単一細胞RNAシーケンス(scRNA-seq)解析: 感染後7日目のB6/Spret F1マウスからウイルス特異的T細胞を単離し、scRNA-seq解析を実施した。データは、Chromium Single Cell 3’ Reagent Kit (v2) を用いて調製し、Illumina HiSeq 2500でシーケンスした。scRNA-seqデータは、ライブラリサイズの中央値に正規化し、主成分分析(PCA)と拡散マップ(Diffusion Maps)を用いて次元削減を行った。PhenoGraphを用いて細胞をクラスター化し、Earth Mover’s Distance (EMD) を用いて差次的発現遺伝子を同定した。アレル特異的発現パターンを「デジタル」制御(発現細胞頻度の変化)と「アナログ」制御(発現量の差)に分類し、評価した。

転写因子結合解析: T-bet、Eomes、Runx-CBFβのChIP-seqを実施し、ゲノムワイドな結合パターンを解析した。T-bet ChIPは、7匹のB6/Cast F1マウスからプールした活性化T細胞の技術的複製を用いて実施した。
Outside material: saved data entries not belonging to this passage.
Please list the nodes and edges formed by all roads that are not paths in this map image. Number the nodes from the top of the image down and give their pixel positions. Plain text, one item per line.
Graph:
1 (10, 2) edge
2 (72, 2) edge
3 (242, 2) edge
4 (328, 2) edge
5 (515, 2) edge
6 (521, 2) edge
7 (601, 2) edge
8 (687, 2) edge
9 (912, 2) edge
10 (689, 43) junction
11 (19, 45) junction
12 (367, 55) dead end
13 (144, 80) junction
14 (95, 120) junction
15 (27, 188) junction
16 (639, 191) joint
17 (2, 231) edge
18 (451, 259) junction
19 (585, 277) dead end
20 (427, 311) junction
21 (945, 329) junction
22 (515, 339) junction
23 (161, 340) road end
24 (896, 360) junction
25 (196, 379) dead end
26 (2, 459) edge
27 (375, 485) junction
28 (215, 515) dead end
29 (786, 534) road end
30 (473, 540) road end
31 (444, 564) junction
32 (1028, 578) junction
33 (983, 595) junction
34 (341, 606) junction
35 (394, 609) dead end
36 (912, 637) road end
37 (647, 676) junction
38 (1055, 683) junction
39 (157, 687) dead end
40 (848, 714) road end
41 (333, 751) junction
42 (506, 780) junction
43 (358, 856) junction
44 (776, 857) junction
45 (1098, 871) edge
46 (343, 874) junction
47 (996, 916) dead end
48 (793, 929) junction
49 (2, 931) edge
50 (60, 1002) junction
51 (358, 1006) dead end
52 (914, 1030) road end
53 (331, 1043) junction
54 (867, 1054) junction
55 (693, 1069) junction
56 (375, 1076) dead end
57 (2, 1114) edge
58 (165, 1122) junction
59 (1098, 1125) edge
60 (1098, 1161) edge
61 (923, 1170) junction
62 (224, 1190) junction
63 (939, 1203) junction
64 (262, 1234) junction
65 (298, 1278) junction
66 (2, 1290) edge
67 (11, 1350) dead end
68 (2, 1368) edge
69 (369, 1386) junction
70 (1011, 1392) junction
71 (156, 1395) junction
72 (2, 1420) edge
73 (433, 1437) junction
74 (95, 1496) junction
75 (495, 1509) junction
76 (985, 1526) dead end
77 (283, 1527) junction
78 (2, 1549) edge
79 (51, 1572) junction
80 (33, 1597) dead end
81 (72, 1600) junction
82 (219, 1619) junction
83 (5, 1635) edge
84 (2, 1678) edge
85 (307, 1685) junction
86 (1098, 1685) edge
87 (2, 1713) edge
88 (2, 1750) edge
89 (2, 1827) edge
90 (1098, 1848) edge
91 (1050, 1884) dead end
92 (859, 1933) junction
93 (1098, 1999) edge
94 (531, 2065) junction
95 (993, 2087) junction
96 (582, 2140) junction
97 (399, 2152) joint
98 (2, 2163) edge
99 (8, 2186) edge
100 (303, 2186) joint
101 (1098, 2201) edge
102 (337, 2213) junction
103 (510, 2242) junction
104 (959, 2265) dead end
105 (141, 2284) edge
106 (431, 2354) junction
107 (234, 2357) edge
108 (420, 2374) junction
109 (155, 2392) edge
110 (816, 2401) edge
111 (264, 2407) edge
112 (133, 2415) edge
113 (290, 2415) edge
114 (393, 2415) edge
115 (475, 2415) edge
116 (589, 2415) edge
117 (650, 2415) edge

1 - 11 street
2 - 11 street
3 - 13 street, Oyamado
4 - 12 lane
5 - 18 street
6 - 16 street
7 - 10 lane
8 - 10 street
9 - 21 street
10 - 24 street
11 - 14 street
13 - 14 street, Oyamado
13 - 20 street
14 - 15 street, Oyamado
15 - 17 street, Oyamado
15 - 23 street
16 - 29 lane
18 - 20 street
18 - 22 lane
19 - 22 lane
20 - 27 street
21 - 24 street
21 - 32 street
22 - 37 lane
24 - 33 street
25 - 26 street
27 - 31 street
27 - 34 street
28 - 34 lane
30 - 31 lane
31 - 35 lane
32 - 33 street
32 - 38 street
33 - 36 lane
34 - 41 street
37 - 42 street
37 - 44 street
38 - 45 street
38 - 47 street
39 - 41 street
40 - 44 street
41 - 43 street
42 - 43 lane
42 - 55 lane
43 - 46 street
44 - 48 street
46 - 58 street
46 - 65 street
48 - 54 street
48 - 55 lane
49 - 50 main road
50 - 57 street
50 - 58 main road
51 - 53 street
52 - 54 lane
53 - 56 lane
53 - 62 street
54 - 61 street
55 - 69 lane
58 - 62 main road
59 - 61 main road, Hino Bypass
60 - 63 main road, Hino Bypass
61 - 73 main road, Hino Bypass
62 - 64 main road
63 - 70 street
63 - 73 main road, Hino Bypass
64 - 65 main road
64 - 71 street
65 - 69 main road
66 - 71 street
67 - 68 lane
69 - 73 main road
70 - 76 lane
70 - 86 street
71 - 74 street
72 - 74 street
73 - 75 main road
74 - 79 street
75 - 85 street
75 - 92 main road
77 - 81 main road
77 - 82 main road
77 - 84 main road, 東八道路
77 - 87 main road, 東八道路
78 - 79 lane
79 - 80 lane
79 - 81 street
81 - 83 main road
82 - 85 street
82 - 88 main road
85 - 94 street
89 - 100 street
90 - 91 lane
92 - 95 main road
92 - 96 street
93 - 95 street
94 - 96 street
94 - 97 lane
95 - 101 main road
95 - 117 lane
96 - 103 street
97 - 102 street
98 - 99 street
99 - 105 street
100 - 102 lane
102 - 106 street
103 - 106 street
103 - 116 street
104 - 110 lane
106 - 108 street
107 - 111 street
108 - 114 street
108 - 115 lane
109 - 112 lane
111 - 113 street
Eomes ChIPは、単一のB6/Cast F1マウスからin vitroで増殖させた細胞の技術的複製を用いて実施した。CBFβ ChIPは、4-6匹のB6/Cast F1マウスからプールしたナイーブおよび活性化CD8 T細胞の技術的複製を用いて実施した。ChIP-seqピークはMACS2を用いてコールし、DREME (Discriminative Regular Expression Motif Elicitation) を用いて濃縮されたモチーフを予測した。FIMO (Find Individual Motif Occurrences) を用いて既知のTF結合モチーフをスキャンし、モチーフ変異がアレル特異的クロマチンアクセシビリティに与える影響を評価した。共免疫沈降(co-IP)実験により、T-betとRunx1の直接的なタンパク質相互作用を確認した。

隣接クロマチン領域の共調節解析: Runxモチーフ変異が、変異を含むATACピークだけでなく、隣接するクロマチン領域のアクセシビリティにも影響を与えるかを解析した。アレル不均衡を示す複数の隣接ATACピークが同一方向に共調節されるパターンを特定し、その安定性との関連を評価した。統計解析にはt検定、Pearson相関、ベータ二項検定などが用いられた。